• What you are asked to do: For each line in the records that contains "横江大道", make a copy.

• Input:

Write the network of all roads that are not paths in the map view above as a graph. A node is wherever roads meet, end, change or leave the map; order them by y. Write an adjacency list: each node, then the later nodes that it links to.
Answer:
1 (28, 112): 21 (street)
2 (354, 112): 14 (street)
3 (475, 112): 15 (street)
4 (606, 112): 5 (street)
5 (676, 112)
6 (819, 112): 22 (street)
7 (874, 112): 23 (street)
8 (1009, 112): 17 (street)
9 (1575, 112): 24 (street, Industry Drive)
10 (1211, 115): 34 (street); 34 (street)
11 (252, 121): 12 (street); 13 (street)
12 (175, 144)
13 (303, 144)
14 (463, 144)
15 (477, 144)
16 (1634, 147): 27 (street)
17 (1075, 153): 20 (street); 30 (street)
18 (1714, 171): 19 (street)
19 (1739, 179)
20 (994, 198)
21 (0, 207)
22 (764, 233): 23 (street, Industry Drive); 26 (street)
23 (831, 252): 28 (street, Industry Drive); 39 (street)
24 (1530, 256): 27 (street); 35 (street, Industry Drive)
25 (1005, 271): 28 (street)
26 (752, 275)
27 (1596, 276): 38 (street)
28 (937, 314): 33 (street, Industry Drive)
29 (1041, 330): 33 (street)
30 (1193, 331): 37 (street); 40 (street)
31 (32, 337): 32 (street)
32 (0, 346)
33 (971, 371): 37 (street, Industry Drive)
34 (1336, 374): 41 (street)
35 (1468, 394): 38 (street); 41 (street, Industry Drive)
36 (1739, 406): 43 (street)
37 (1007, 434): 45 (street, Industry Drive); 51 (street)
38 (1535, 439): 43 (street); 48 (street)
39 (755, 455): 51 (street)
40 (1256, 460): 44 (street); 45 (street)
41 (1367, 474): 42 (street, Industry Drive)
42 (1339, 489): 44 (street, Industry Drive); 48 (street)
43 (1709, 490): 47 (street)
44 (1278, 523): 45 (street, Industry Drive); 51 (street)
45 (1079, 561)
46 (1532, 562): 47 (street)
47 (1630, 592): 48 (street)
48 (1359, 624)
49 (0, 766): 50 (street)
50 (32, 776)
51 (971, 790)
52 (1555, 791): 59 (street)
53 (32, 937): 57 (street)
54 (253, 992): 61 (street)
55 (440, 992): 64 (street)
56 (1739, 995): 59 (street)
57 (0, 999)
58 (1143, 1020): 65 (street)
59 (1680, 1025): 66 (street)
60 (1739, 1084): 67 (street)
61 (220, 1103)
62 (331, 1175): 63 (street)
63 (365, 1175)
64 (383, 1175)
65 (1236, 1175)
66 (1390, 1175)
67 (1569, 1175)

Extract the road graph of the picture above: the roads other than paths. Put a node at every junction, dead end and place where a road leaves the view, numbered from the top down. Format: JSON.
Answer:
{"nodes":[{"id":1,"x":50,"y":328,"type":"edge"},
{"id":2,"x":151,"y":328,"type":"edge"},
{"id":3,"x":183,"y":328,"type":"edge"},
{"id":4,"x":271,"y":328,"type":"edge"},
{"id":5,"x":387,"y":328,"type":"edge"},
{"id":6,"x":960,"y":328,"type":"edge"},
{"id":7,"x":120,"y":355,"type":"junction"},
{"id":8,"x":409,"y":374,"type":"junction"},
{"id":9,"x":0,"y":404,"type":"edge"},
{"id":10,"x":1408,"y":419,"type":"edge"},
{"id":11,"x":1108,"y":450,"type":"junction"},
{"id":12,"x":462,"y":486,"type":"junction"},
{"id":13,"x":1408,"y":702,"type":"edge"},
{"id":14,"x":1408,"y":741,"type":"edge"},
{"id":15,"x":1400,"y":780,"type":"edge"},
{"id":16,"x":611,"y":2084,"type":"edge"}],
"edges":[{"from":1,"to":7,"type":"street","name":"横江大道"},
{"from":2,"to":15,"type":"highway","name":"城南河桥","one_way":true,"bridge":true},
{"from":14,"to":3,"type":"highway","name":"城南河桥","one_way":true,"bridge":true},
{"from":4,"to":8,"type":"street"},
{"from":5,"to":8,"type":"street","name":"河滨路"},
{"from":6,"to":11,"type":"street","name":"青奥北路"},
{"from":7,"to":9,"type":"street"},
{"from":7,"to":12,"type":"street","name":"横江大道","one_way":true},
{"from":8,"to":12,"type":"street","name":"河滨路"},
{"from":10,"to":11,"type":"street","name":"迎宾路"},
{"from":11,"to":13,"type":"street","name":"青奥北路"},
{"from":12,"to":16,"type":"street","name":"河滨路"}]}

• Exercise solution:
"edges":[{"from":1,"to":7,"type":"street","name":"横江大道"},
{"from":7,"to":12,"type":"street","name":"横江大道","one_way":true},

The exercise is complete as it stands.